3.Predictive effect of liver fibrosis score and other factors on the prognosis of liver transplantation for liver cancer
Binhua PAN ; Xuyong WEI ; Zhikun LIU ; Li ZHUANG ; Jianhui LI ; Mengfan YANG ; Zhisheng ZHOU ; Shusen ZHENG ; Xiao XU
Chinese Journal of Organ Transplantation 2021;42(3):131-135
Objective:To explore the value of aspartate aminotransferase(AST)and platelet (PLT)ratio index(APRI)in the prognosis of liver transplantation(LT)for hepatocellular carcinoma and establish a nomogram model for evaluating its clinical application potential.Methods:From January 2015 to December 2019, retrospective review was conducted for clinical data of LT for hepatocellular carcinoma(HCC)at First Affiliated Hospital of Zhejiang University School of Medicine and Shulan(Hangzhou)Hospital(601 cases). They were randomized into two groups of modeling (399 cases)and validation(202 cases)and then divided into low and high APRI groups according to the APRI value at Month 1 post-transplantation. The independent risk factors of recurrence and prognosis post-LT were screened in modeling group using univariate and multivariate Cox regression analyses and were further used for constructing a nomogram prediction model.

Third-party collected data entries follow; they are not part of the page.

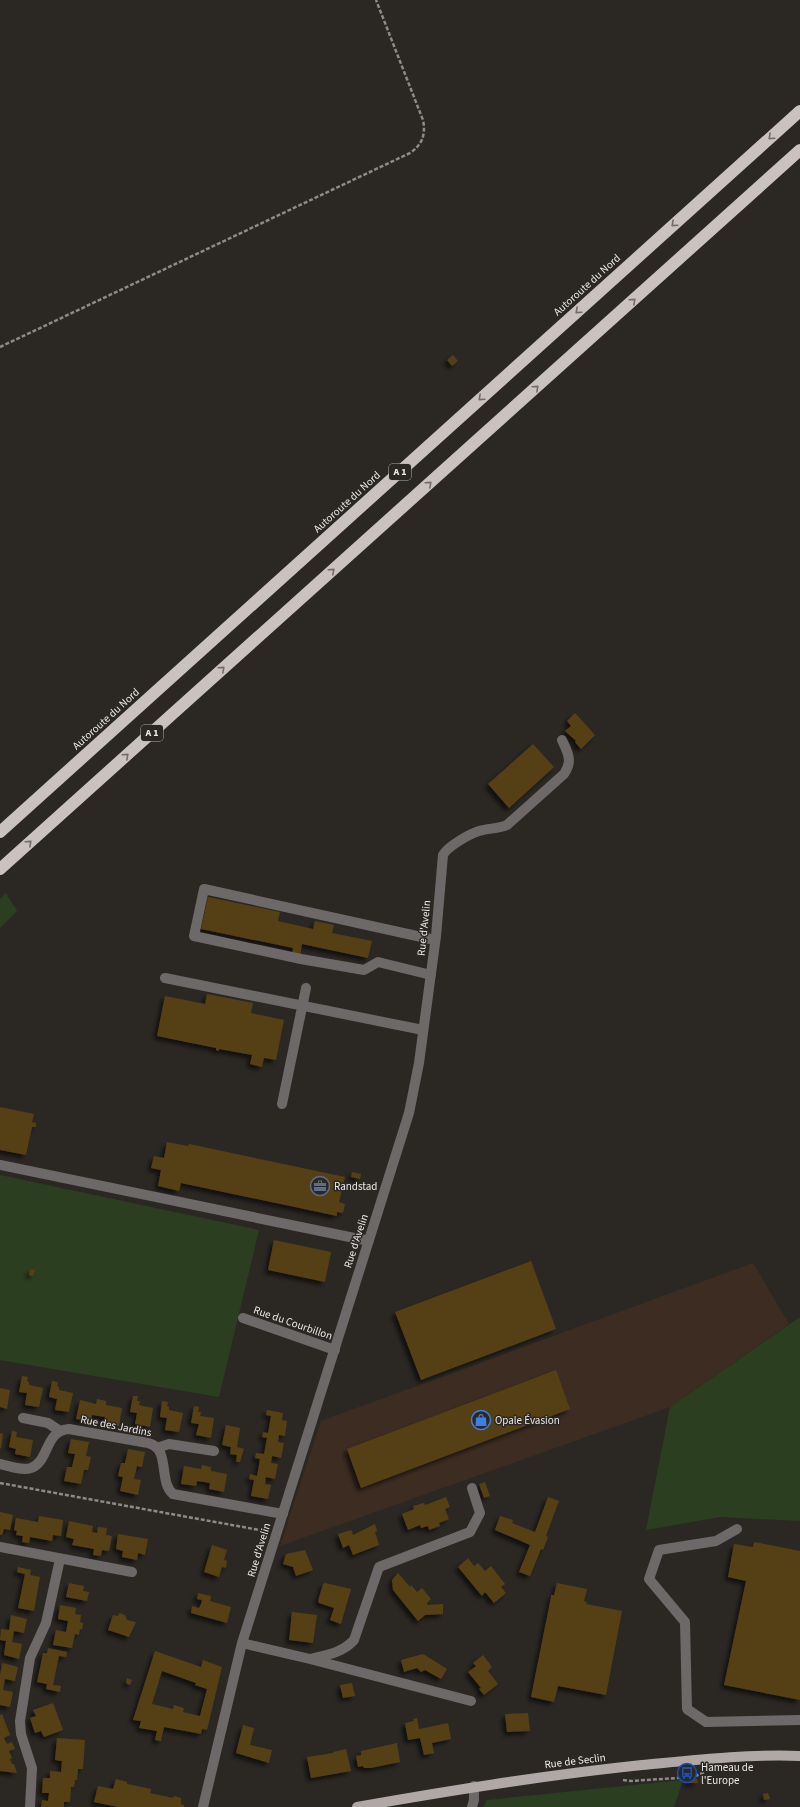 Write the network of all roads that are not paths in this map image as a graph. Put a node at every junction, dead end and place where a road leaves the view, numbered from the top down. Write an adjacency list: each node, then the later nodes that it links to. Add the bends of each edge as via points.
1 (800, 111): 4 (highway, Autoroute du Nord / A 1, one-way to 4)
2 (800, 150): 5 (highway, A 1, one-way to 2)
3 (562, 740): 6 (street, Rue d'Avelin, via 570,757 564,774 507,825 479,831 446,849 442,855)
4 (0, 832)
5 (0, 869)
6 (435, 940): 7 (street, Rue d'Avelin); 7 (street, via 204,889 194,936 364,970 378,962)
7 (431, 975): 11 (street, Rue d'Avelin)
8 (165, 978): 10 (street)
9 (306, 988): 10 (street)
10 (302, 1006): 11 (street); 12 (street)
11 (423, 1030): 14 (street, Rue d'Avelin, via 416,1083 409,1112)
12 (282, 1104)
13 (0, 1165): 14 (street)
14 (369, 1241): 16 (street, Rue d'Avelin)
15 (243, 1318): 16 (street, Rue du Courbillon)
16 (335, 1350): 23 (street, Rue d'Avelin)
17 (23, 1418): 18 (street, via 48,1423)
18 (60, 1431): 19 (street, Rue des Jardins, via 69,1430 148,1443); 21 (street, via 34,1466 27,1469)
19 (157, 1448): 20 (street, via 169,1444); 23 (street, Rue des Jardins, via 162,1456 167,1487 173,1494)
20 (214, 1451)
21 (0, 1464)
22 (472, 1488): 29 (street, via 480,1513 470,1532 379,1567 354,1640 348,1647)
23 (283, 1514): 28 (street, Rue d'Avelin)
24 (737, 1529): 31 (street, via 716,1541 659,1550 649,1579 684,1622 688,1709 706,1722)
25 (0, 1547): 26 (street)
26 (60, 1559): 27 (street); 34 (street, via 46,1623 30,1658 20,1721 21,1734 32,1768)
27 (132, 1572)
28 (242, 1643): 29 (street); 35 (street, Rue d'Avelin)
29 (310, 1659): 30 (street)
30 (471, 1701)
31 (800, 1720)
32 (799, 1756): 33 (main road, Rue de Seclin, via 687,1760)
33 (474, 1786): 36 (main road, Rue de Seclin); 37 (street)
34 (30, 1807)
35 (203, 1807)
36 (357, 1807)
37 (472, 1807)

The receiver operating characteristic curve(ROC)and survival curve were utilized for verifying the accuracy of nomogram prediction model.Results:Univariate and multivariate Cox regression analyses revealed that independent risk factors for the prognosis of HCC-LT included cold ischemic time(CIT) >8 h, beyond Hangzhou criteria, surgical bleeding volume >1 000 ml and APRI >1.5. The AUC of HCC-LT recurrence prediction model was 0.734(95%CI: 0.681~0.787)and 0.749(95%CI: 0.671~0.817)in modeling and validation groups; the AUC of HCC-LT mortality prediction model was 0.735(95%CI: 0.679~0.790)and 0.758(95%CI: 0.682~0.834)in modeling and validation groups.Conclusions:APRI>1.5 is an independent risk factor for postoperative recurrence and mortality after HCC-LT. The nomogram prediction model based upon CIT, Hangzhou criteria, intraoperative bleeding volume and APRI can effectively predict the recurrence and overall survival of LT for HCC.